Exercise objective:
Return each line of the records holding the string "down".

★ ★ ★ ★

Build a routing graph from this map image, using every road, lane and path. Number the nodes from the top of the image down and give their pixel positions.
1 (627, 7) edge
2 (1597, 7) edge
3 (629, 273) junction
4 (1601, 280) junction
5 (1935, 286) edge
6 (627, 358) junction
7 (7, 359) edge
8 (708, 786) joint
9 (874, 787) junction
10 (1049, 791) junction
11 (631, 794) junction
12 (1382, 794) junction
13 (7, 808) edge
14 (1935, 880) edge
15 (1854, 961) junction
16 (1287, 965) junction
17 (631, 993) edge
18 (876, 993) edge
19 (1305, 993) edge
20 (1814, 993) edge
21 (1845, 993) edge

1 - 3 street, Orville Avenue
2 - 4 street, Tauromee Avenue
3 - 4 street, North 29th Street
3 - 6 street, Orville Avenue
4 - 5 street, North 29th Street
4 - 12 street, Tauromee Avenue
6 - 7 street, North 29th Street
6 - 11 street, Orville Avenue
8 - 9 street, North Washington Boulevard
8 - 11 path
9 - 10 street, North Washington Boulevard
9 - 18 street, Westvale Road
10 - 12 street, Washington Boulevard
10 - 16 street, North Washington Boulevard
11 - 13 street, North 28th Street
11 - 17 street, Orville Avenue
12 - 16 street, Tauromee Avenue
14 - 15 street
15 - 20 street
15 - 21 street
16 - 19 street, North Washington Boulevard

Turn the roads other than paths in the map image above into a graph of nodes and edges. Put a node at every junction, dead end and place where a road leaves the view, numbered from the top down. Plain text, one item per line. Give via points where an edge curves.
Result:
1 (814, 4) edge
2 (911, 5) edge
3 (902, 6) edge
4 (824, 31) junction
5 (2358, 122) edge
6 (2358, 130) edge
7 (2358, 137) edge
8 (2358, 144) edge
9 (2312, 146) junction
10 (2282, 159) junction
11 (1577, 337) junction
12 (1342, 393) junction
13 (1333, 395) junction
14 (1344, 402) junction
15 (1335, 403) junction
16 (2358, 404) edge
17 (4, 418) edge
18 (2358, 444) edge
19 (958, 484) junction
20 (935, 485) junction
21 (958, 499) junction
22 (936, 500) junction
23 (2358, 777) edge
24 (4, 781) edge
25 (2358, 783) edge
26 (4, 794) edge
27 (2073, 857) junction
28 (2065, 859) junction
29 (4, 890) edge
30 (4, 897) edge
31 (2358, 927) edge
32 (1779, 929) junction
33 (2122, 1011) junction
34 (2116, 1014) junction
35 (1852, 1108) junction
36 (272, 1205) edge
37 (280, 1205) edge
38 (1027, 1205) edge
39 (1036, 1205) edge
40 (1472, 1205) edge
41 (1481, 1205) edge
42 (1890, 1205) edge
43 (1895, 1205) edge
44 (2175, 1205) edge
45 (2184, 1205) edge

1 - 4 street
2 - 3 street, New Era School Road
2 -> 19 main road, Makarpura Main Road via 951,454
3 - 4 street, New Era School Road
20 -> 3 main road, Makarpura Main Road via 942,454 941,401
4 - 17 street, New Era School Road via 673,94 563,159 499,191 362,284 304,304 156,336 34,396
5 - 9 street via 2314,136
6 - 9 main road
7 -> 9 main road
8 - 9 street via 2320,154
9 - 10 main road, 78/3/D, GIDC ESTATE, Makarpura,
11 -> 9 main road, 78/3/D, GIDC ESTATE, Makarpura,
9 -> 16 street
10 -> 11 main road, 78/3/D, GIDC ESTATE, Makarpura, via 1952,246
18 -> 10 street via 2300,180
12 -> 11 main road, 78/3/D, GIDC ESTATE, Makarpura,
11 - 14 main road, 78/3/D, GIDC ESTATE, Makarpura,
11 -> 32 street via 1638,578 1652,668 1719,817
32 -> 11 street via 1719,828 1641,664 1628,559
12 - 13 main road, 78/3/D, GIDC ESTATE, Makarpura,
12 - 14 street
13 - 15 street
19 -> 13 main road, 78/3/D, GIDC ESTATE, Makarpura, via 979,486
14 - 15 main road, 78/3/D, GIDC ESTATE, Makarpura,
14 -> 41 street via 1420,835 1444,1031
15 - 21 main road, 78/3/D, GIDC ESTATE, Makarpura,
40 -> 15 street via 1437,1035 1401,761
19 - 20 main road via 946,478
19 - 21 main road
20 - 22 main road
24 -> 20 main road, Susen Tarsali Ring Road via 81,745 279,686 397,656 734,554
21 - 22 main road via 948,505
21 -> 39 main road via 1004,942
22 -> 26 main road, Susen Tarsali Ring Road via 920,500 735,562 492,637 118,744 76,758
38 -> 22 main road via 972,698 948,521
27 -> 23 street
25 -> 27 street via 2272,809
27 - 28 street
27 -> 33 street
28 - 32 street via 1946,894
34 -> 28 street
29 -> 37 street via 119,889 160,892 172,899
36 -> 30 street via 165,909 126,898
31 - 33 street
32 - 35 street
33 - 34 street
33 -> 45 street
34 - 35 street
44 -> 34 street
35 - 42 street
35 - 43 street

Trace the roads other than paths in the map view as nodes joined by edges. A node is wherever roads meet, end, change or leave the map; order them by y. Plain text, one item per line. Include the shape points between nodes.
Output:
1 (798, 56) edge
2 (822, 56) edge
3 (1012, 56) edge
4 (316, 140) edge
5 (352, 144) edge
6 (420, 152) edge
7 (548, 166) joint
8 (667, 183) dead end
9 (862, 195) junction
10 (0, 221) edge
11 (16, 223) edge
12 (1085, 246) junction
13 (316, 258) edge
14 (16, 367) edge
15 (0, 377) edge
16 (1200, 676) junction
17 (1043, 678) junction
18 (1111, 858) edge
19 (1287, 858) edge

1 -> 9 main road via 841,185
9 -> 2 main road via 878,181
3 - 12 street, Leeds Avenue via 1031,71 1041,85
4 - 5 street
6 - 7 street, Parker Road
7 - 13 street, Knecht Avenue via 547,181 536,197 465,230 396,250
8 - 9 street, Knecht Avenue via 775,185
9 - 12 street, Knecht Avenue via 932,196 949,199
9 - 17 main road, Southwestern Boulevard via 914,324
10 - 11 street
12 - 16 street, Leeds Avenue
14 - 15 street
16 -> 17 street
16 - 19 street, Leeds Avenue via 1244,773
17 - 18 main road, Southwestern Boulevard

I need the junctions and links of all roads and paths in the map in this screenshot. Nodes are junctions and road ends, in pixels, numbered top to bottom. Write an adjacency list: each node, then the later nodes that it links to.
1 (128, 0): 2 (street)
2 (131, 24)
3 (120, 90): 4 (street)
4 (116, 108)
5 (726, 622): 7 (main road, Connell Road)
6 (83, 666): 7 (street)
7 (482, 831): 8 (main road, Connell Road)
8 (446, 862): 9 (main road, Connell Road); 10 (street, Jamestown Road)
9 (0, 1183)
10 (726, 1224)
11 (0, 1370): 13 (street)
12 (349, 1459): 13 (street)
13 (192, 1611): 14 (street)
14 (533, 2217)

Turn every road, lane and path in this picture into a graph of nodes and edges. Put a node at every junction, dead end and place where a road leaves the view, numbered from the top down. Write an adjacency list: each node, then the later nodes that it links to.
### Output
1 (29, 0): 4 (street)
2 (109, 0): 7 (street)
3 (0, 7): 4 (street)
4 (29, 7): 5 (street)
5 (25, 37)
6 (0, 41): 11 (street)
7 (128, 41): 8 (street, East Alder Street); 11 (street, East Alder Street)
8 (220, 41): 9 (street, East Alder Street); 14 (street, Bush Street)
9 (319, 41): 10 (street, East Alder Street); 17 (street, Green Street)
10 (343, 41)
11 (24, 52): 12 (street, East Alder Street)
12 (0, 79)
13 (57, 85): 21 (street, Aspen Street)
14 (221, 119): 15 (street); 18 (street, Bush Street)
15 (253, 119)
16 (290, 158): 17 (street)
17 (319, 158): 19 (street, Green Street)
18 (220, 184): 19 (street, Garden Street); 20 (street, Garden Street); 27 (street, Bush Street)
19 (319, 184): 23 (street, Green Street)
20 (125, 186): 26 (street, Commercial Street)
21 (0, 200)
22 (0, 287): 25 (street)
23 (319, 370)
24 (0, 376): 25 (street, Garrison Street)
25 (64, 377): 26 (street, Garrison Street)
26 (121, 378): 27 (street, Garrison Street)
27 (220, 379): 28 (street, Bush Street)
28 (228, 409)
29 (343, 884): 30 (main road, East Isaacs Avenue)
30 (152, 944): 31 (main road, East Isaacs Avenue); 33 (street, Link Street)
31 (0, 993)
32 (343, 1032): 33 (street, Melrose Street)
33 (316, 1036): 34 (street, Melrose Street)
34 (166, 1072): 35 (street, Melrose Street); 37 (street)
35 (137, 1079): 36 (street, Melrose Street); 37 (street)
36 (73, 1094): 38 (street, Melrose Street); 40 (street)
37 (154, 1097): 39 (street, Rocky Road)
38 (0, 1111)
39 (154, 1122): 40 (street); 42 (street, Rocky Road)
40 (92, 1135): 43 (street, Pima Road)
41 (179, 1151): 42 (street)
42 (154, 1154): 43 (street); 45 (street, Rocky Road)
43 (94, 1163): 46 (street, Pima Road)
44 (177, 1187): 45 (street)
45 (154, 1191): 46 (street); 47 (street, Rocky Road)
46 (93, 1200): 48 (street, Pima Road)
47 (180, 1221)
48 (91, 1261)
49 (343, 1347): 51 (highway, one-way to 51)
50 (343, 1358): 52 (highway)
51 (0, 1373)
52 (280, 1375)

★ ★ ★ ★

Exercise solution:
Build a routing graph from this map image, using every road, lane and path. Number the nodes from the top of the image down and give their pixel positions.
Turn the roads other than paths in the map image above into a graph of nodes and edges. Put a node at every junction, dead end and place where a road leaves the view, numbered from the top down. Plain text, one item per line. Give via points where an edge curves.
Turn every road, lane and path in this picture into a graph of nodes and edges. Put a node at every junction, dead end and place where a road leaves the view, numbered from the top down. Write an adjacency list: each node, then the later nodes that it links to.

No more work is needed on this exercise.